Contaminants and Bioburden: The full-scale GMP batch exhibited low endotoxin levels (<0.16 EU/mg) and no detectable microbial contamination (0 CFU/10 mL), confirming the effectiveness of upstream control and downstream sanitization protocols [28]. Nanoparticle Characterization: Dynamic light scattering analysis showed consistent average particle size (Zavg 18.1–18.5 nm) and low polydispersity indices (PDI ≤ 0.04), indicating a uniform nanoparticle population across all scales. The similarity of these values between development and GMP batches supports the robustness of the particle self-assembly process even during scale-up.

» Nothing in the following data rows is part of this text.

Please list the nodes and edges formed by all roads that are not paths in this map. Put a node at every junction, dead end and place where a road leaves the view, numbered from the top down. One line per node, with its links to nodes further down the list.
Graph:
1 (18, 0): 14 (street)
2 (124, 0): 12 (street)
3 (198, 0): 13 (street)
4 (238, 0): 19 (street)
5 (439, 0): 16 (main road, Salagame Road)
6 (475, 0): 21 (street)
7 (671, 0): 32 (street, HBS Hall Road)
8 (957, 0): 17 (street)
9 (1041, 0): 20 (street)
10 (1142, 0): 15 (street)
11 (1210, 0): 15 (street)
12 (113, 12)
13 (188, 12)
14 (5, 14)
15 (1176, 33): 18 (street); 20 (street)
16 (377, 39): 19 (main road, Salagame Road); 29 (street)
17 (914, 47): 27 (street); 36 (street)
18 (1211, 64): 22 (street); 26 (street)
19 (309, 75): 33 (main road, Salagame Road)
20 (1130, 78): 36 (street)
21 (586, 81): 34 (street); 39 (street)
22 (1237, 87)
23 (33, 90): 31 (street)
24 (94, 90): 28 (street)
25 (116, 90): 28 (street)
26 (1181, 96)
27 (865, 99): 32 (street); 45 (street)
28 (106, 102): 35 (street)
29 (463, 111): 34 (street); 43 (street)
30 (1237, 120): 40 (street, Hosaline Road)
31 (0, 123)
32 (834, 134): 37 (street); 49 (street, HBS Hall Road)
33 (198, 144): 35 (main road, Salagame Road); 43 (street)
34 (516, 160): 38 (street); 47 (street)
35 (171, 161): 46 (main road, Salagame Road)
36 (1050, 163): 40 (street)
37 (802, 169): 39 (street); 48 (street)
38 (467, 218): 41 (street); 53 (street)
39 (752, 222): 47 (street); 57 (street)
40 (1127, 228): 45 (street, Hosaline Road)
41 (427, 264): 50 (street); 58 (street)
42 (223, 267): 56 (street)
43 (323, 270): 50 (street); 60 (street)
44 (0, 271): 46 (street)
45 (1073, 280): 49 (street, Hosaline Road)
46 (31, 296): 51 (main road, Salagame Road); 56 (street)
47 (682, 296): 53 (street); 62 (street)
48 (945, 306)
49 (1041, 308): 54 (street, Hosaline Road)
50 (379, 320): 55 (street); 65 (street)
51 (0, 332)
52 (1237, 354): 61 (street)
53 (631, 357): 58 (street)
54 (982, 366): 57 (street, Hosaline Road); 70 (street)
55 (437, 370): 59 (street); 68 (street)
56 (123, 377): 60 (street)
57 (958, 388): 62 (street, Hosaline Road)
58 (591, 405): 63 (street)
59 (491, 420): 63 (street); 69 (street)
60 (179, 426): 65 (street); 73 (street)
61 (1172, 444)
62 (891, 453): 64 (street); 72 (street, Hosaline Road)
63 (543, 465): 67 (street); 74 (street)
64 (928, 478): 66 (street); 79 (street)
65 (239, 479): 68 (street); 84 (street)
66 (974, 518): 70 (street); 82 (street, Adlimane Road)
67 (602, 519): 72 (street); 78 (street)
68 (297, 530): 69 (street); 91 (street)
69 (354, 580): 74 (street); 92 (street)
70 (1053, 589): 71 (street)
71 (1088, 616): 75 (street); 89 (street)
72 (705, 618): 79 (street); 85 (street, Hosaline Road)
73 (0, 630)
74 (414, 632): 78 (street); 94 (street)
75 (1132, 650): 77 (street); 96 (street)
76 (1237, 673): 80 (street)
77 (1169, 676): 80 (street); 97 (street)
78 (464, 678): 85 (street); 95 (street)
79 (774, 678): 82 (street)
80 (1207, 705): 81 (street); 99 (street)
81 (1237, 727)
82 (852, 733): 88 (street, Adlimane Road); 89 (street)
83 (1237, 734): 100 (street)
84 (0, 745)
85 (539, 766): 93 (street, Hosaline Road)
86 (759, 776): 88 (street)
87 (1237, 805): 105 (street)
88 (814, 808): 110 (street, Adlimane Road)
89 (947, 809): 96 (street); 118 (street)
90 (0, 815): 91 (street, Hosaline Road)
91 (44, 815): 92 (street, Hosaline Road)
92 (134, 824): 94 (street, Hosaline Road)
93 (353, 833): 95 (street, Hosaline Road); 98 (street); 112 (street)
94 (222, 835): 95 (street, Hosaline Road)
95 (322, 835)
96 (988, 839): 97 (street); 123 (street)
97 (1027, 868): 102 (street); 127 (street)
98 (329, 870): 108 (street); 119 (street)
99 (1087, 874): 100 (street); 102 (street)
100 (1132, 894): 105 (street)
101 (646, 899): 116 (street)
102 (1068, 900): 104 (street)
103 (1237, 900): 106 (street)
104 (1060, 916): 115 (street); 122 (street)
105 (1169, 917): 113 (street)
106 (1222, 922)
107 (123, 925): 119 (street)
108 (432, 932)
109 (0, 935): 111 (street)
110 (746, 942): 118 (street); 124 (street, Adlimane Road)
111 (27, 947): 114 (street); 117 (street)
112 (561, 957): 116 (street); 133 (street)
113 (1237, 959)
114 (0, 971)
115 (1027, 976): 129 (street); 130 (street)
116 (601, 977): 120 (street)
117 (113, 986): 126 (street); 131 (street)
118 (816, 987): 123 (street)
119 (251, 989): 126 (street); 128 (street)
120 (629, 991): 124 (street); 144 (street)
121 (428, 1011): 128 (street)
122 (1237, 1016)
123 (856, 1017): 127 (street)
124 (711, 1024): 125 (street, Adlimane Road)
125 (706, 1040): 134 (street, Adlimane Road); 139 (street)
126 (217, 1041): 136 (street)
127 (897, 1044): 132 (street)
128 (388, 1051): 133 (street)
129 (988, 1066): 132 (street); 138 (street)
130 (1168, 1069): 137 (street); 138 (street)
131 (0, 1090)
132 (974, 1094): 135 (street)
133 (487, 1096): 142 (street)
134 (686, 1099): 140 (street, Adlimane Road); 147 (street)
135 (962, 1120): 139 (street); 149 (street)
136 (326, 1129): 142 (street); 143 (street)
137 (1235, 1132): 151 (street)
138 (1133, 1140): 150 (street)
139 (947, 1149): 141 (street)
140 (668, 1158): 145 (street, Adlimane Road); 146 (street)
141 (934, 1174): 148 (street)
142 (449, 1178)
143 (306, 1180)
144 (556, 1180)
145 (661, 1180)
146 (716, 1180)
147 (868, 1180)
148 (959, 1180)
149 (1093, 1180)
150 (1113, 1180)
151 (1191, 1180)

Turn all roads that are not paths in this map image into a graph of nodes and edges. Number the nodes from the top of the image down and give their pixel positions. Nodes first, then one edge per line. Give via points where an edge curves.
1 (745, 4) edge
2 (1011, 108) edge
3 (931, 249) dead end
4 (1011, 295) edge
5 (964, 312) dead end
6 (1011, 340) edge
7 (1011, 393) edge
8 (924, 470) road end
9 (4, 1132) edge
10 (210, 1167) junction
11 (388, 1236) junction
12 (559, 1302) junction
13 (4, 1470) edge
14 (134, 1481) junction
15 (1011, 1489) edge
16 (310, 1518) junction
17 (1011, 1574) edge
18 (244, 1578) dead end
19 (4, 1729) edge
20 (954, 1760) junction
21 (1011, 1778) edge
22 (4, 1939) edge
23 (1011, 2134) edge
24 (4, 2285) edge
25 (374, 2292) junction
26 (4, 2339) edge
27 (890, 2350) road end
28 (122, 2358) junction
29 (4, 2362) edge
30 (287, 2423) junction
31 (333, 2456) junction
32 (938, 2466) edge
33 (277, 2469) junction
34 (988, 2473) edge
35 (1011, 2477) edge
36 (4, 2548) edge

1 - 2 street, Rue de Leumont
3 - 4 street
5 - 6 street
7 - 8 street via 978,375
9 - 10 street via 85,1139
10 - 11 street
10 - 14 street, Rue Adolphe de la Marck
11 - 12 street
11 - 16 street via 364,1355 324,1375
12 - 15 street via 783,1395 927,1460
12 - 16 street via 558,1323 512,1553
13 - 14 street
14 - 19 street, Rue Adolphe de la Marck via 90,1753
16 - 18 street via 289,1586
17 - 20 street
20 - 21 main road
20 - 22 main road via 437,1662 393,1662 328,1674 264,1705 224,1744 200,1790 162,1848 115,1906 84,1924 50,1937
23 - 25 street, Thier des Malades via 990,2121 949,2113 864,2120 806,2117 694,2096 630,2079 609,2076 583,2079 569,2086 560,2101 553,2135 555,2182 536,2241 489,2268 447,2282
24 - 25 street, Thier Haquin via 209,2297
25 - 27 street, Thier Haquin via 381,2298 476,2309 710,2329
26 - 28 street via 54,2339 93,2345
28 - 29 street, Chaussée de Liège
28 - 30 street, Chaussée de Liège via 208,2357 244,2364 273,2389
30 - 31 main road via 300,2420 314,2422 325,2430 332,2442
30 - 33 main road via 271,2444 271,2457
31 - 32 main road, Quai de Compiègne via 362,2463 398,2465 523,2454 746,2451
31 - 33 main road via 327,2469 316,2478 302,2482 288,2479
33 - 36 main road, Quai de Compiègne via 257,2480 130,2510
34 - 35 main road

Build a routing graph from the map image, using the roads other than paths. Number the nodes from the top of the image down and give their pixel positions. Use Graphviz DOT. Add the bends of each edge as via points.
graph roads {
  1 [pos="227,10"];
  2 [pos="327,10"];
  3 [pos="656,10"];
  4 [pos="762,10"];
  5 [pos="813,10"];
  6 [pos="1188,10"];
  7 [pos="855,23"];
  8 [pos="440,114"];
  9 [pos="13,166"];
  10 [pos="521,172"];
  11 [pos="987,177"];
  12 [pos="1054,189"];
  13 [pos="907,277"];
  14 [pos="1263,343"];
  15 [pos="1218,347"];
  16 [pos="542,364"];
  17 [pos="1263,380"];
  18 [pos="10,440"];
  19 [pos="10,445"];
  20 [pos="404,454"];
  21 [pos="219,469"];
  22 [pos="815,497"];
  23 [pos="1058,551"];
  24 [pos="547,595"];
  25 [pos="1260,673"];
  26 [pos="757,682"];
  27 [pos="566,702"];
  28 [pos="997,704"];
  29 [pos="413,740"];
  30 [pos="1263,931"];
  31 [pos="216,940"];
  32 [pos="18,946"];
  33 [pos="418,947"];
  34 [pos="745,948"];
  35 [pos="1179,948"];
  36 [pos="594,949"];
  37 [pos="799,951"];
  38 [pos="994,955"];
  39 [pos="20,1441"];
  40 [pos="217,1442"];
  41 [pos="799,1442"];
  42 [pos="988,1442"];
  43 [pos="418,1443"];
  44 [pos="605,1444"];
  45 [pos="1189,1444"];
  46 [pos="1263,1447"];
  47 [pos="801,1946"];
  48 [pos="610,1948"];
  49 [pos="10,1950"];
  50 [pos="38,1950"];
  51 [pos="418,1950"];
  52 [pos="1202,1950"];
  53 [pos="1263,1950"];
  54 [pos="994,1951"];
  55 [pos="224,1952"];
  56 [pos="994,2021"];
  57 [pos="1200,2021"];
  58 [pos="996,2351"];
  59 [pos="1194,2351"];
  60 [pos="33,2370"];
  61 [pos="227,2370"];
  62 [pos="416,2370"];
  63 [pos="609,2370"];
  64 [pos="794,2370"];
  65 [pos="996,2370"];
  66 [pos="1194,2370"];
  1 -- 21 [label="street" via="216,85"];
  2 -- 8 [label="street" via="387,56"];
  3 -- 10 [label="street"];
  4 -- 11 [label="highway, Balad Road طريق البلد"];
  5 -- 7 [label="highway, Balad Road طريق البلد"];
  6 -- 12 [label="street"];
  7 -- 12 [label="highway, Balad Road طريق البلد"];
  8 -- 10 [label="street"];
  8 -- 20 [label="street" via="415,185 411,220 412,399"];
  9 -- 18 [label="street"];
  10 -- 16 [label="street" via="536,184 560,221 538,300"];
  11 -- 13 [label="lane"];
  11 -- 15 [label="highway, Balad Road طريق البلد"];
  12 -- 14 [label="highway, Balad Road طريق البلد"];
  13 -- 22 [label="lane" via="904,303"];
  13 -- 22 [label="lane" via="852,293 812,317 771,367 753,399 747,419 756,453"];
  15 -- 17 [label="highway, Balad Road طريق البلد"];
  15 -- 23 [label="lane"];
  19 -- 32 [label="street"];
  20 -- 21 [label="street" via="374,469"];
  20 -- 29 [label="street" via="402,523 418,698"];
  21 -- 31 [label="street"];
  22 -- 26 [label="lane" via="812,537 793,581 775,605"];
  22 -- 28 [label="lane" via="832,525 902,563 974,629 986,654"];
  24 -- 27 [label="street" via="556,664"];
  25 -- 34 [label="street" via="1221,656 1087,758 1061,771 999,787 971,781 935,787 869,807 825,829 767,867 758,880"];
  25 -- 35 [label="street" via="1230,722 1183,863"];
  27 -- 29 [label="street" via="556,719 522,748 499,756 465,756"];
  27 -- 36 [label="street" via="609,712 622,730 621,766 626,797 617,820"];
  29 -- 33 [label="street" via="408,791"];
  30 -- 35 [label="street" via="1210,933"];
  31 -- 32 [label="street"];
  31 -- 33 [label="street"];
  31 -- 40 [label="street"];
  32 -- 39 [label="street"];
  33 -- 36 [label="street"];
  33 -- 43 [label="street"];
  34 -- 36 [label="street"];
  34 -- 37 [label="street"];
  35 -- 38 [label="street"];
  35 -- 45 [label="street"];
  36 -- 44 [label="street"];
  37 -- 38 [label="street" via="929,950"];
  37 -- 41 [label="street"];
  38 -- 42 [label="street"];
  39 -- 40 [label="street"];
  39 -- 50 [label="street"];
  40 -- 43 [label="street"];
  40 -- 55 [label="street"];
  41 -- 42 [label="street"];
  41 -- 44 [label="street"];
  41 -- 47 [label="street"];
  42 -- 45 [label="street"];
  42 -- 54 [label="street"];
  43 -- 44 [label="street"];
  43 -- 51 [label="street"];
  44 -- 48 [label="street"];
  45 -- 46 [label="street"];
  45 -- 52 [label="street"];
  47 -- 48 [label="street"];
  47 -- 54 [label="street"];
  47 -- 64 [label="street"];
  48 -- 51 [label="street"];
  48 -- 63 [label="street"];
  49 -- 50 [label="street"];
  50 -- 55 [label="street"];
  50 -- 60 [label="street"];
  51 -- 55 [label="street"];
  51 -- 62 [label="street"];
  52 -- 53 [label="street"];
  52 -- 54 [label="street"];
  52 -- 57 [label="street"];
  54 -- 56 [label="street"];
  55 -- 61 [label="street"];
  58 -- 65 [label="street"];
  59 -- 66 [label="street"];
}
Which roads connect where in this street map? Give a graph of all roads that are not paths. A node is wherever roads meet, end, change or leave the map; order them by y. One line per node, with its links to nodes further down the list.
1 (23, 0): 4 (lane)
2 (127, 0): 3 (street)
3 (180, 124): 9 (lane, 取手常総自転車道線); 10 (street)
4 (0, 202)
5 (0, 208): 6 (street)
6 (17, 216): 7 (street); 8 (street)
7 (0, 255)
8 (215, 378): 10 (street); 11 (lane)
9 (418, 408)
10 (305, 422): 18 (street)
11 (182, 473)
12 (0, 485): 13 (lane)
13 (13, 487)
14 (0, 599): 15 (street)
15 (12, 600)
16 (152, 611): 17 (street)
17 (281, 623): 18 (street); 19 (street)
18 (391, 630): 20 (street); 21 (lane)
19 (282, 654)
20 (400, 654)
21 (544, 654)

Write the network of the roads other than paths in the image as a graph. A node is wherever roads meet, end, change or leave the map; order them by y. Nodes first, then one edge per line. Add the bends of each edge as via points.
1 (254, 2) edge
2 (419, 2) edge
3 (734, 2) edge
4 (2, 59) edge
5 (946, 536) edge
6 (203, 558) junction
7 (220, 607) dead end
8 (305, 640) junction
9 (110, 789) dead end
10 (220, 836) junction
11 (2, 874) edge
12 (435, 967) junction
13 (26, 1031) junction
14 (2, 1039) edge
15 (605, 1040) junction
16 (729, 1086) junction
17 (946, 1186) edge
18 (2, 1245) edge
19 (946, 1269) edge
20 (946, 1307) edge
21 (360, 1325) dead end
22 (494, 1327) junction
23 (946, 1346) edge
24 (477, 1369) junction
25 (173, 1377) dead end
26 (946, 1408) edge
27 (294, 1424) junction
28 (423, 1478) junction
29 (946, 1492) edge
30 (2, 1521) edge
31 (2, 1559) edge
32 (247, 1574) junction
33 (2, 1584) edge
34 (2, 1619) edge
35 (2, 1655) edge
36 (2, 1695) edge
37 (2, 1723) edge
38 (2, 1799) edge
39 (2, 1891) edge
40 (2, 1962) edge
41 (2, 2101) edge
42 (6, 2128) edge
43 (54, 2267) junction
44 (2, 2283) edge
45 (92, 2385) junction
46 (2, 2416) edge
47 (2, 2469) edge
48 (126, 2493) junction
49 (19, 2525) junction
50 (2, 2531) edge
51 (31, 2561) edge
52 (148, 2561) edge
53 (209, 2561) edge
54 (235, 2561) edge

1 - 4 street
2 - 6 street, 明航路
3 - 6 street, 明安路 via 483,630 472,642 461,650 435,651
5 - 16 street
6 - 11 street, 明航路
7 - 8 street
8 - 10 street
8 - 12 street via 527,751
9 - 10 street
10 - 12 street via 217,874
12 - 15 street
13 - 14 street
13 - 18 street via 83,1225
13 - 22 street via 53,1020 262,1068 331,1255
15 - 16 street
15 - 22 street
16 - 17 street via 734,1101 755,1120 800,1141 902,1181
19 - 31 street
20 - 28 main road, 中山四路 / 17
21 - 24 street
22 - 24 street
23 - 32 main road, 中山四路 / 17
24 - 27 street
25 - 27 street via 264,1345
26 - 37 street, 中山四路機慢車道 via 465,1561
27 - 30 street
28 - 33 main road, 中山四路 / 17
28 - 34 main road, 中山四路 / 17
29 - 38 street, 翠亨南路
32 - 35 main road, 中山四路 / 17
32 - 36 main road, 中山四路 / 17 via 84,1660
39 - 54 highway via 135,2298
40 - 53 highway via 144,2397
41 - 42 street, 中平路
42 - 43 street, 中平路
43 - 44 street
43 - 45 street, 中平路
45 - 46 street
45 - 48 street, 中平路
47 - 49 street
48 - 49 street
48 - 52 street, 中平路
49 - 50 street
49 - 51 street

Scalability and Process Robustness: The results verify the reproducibility of critical quality attributes (CQA) across a 40-fold scale-up, demonstrating strong process control and scalability. This consistency is vital for late-stage process validation and regulatory approval in vaccine or biologics development [29]. These findings confirm the platform’s flexibility, with potential for future scale adjustments or technology transfers. These data verify the successful scale-up of the upstream process to 400 L under cGMP conditions, with strong cell growth, sustained viability, and high productivity. The demonstrated scalability and robustness support readiness for clinical material production and build confidence in the platform for future manufacturing campaigns.

5. Conclusions

This study details the successful development, scale-up, and analytical characterization of the HxB2.WT.Core-C4b nanoparticle, an HIV booster immunogen for germline-targeting vaccines aiming to elicit anti-CD4 binding site bnAbs. We employed a risk-based, expedited, phased strategy to develop, scale up, and characterize the nanoparticle, which enabled cGMP drug product release within eight months while significantly increasing yield, producing 14.6 g of purified protein to meet clinical material demands. This work directly supported the initiation of a Phase I trial (HVTN 320, NCT06796686), with both small- and 400 L GMP-scale batches demonstrating consistent product quality, epitope integrity, and reproducible glycosylation at 18 sites, including bnAb-associated epitopes. Beyond HIV, the platform provides a model for manufacturing glycosylated nanoparticle vaccines, with future efforts aimed at reducing costs for global access and extending these advances to priming immunogens. Overall, this study establishes a robust, flexible, cGMP-compliant platform that expedites early clinical evaluation of next-generation vaccines designed to elicit broadly neutralizing antibodies.